Stored data
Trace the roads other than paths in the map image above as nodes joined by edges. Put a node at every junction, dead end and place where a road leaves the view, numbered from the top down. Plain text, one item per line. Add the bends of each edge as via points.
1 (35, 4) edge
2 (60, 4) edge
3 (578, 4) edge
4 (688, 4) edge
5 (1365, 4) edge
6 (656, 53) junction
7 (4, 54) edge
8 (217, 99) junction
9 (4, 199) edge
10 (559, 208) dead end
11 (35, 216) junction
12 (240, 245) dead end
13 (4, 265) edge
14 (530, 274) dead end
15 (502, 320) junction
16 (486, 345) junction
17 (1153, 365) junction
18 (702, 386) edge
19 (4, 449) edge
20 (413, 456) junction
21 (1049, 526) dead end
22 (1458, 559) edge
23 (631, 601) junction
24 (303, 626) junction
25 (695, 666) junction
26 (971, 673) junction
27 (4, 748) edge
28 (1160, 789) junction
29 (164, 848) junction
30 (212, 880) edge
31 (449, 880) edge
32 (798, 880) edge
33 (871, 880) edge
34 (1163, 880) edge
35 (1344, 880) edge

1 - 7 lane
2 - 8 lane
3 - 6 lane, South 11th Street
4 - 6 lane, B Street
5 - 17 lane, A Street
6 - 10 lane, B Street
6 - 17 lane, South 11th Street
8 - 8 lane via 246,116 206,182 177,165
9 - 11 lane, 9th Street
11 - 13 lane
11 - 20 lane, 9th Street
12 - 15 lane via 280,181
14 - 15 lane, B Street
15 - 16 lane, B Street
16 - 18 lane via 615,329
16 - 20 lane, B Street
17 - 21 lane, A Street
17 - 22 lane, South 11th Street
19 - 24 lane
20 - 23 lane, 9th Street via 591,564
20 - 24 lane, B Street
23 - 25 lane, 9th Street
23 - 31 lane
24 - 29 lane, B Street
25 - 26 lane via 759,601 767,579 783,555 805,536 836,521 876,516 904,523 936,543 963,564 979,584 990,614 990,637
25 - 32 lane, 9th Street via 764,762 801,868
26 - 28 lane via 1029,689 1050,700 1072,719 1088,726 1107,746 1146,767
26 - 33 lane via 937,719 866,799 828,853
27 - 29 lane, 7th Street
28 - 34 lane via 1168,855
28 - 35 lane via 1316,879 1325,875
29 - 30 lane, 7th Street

**ASSIGNMENT**
Out of the records, collect only those lines that contain the string "dead".

**WRITTEN SOLUTION**
Trace the roads other than paths in the map image above as nodes joined by edges. Put a node at every junction, dead end and place where a road leaves the view, numbered from the top down. Plain text, one item per line. Add the bends of each edge as via points.
10 (559, 208) dead end
12 (240, 245) dead end
14 (530, 274) dead end
21 (1049, 526) dead end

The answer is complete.